# GOAL OF THE EXERCISE:
Go line by line through the entries and show those that hold the string "graph".

# INFORMATION PROVIDED:
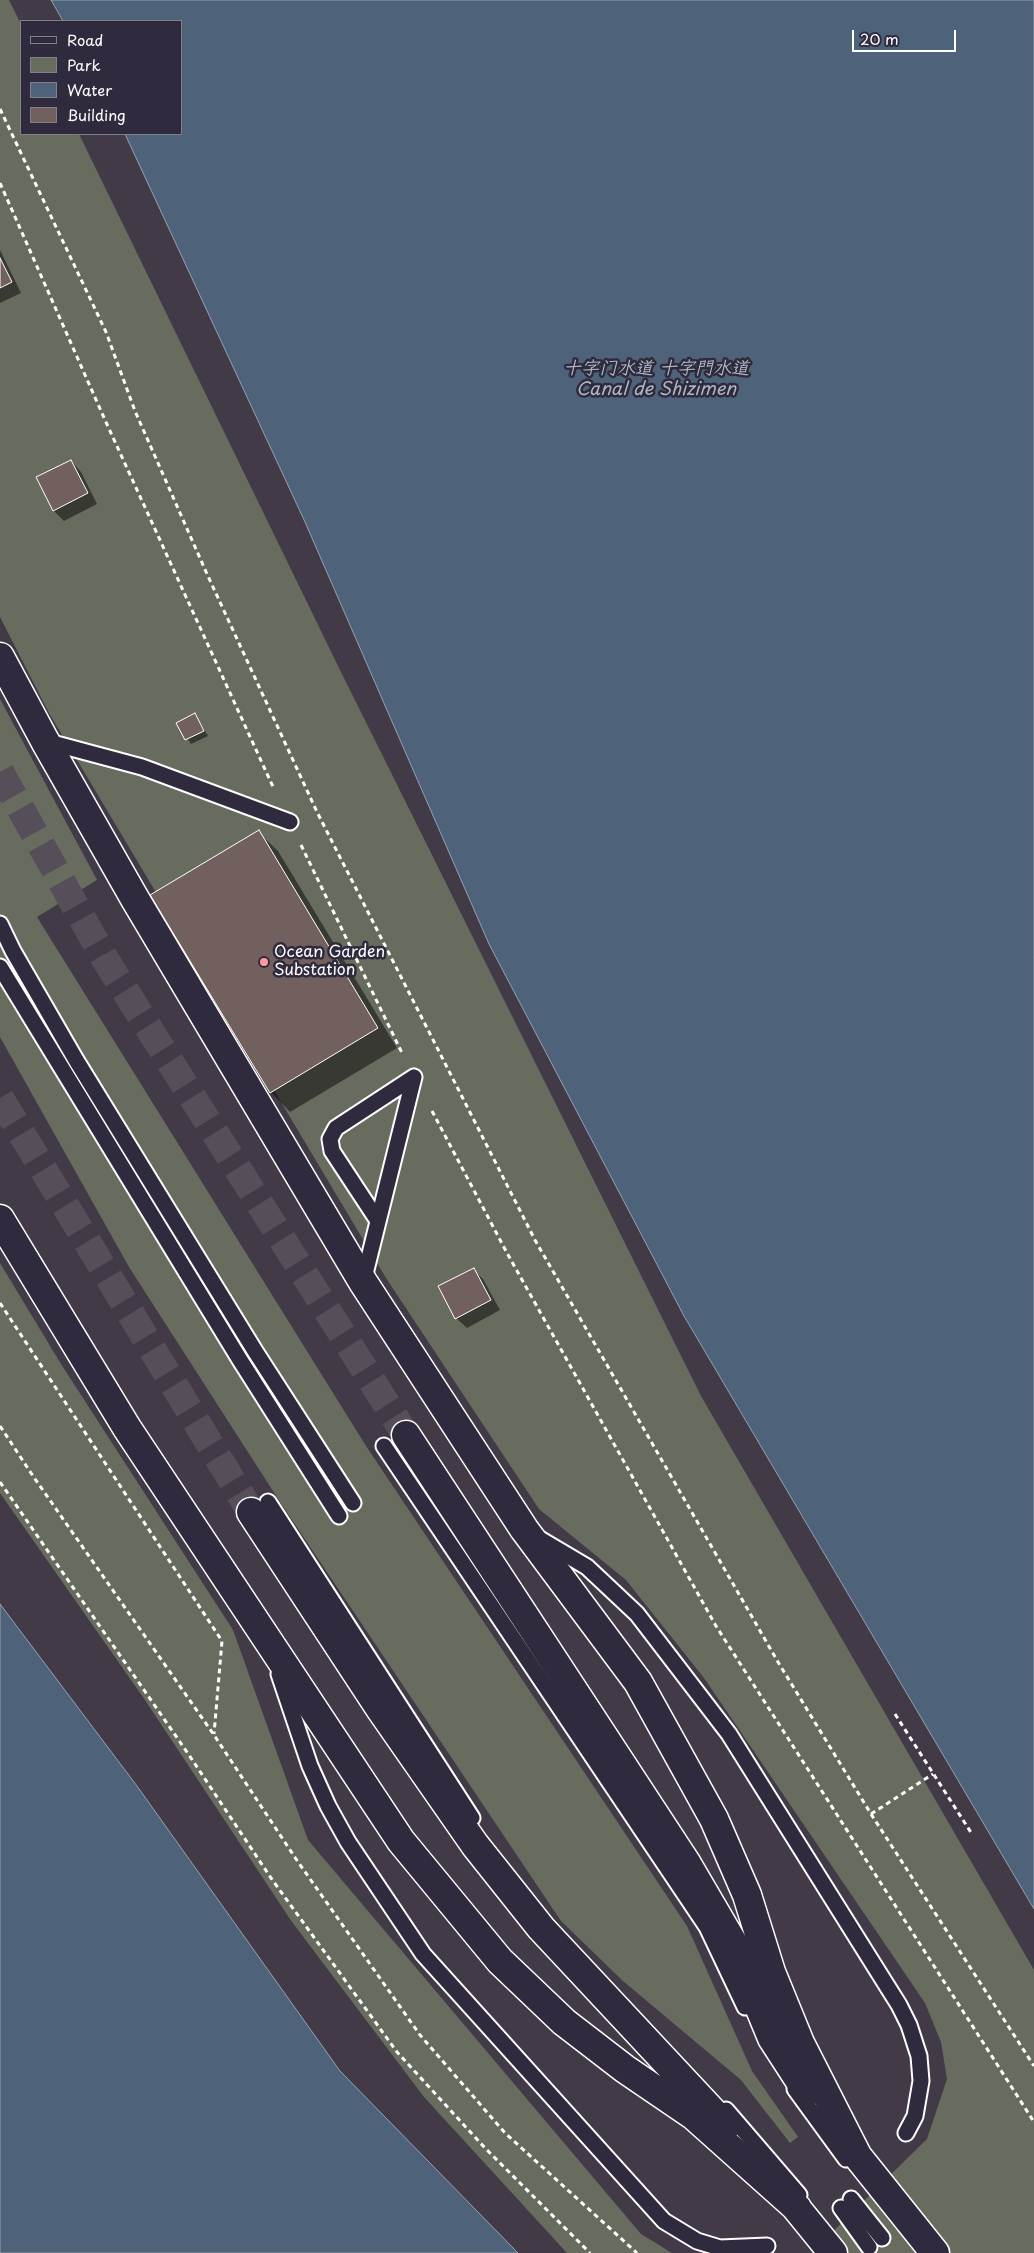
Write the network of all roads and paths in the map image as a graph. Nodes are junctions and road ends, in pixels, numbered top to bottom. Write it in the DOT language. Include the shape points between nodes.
graph roads {
  1 [pos="0,109"];
  2 [pos="0,182"];
  3 [pos="0,657"];
  4 [pos="45,741"];
  5 [pos="290,822"];
  6 [pos="0,924"];
  7 [pos="0,967"];
  8 [pos="414,1077"];
  9 [pos="0,1219"];
  10 [pos="378,1221"];
  11 [pos="363,1282"];
  12 [pos="0,1303"];
  13 [pos="0,1426"];
  14 [pos="395,1440"];
  15 [pos="0,1482"];
  16 [pos="353,1503"];
  17 [pos="259,1507"];
  18 [pos="339,1516"];
  19 [pos="524,1529"];
  20 [pos="270,1646"];
  21 [pos="895,1714"];
  22 [pos="214,1735"];
  23 [pos="933,1774"];
  24 [pos="871,1814"];
  25 [pos="972,1834"];
  26 [pos="1034,2066"];
  27 [pos="1034,2122"];
  28 [pos="906,2132"];
  29 [pos="852,2159"];
  30 [pos="846,2203"];
  31 [pos="801,2205"];
  32 [pos="875,2243"];
  33 [pos="767,2246"];
  34 [pos="590,2253"];
  35 [pos="637,2253"];
  36 [pos="833,2253"];
  37 [pos="847,2253"];
  38 [pos="923,2253"];
  39 [pos="935,2253"];
  1 -- 24 [label="path" via="106,332 135,411 317,812 535,1240 778,1662"];
  2 -- 5 [label="path" via="105,420"];
  3 -- 4 [label="main road"];
  4 -- 5 [label="lane" via="142,767"];
  4 -- 11 [label="main road" via="140,908"];
  5 -- 8 [label="path"];
  6 -- 16 [label="lane" via="76,1060 255,1351"];
  7 -- 18 [label="lane"];
  8 -- 10 [label="lane"];
  8 -- 10 [label="lane" via="336,1128 330,1139 332,1151"];
  8 -- 27 [label="path" via="507,1253 716,1626"];
  9 -- 20 [label="main road" via="127,1428"];
  10 -- 11 [label="lane"];
  11 -- 19 [label="main road"];
  12 -- 22 [label="path" via="222,1641"];
  13 -- 22 [label="path"];
  14 -- 29 [label="main road" via="687,1864 732,1941 772,2038"];
  15 -- 34 [label="path" via="271,1878 397,2052 485,2148"];
  17 -- 31 [label="main road" via="382,1710 475,1845 541,1928"];
  19 -- 28 [label="lane" via="587,1568 637,1614 734,1743 910,2025 919,2056 921,2081 915,2116"];
  19 -- 29 [label="main road" via="638,1682 714,1819 747,1895 771,1972"];
  20 -- 31 [label="main road" via="401,1841 500,1961 564,2022 694,2116"];
  20 -- 33 [label="lane" via="310,1766 328,1806 348,1842 423,1954 664,2221 697,2241 720,2248"];
  21 -- 23 [label="path"];
  22 -- 35 [label="path" via="420,2036 505,2133"];
  23 -- 24 [label="path"];
  23 -- 25 [label="path"];
  24 -- 26 [label="path"];
  29 -- 38 [label="lane"];
  29 -- 39 [label="main road"];
  30 -- 32 [label="lane"];
  31 -- 36 [label="main road"];
  31 -- 37 [label="lane"];
}
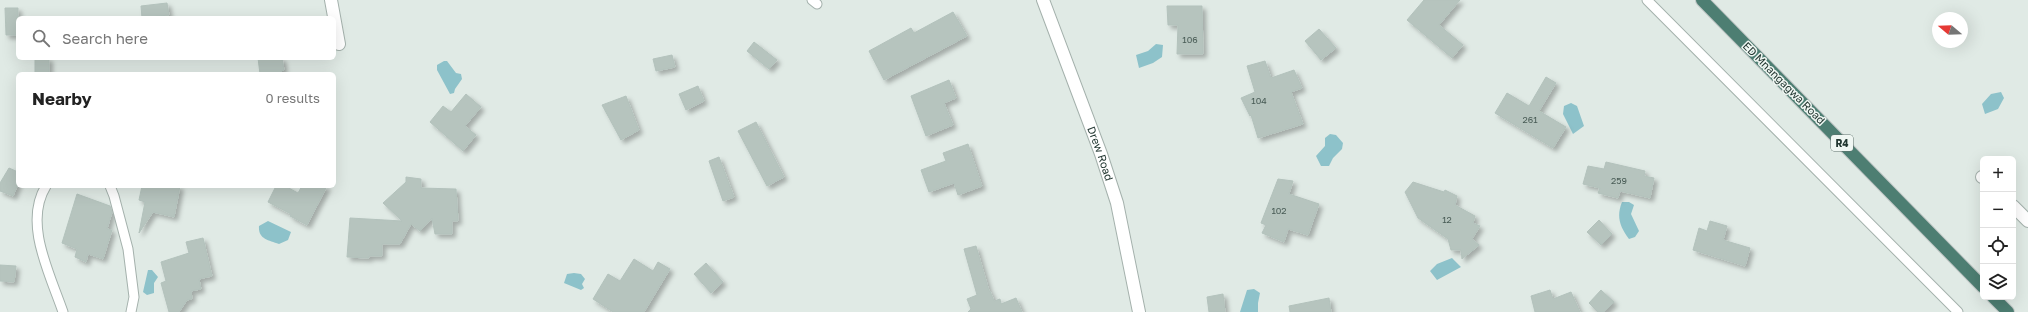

# SOLUTION FOR THIS EXERCISE:
Write the network of all roads and paths in the map image as a graph. Nodes are junctions and road ends, in pixels, numbered top to bottom. Write it in the DOT language. Include the shape points between nodes.
graph roads {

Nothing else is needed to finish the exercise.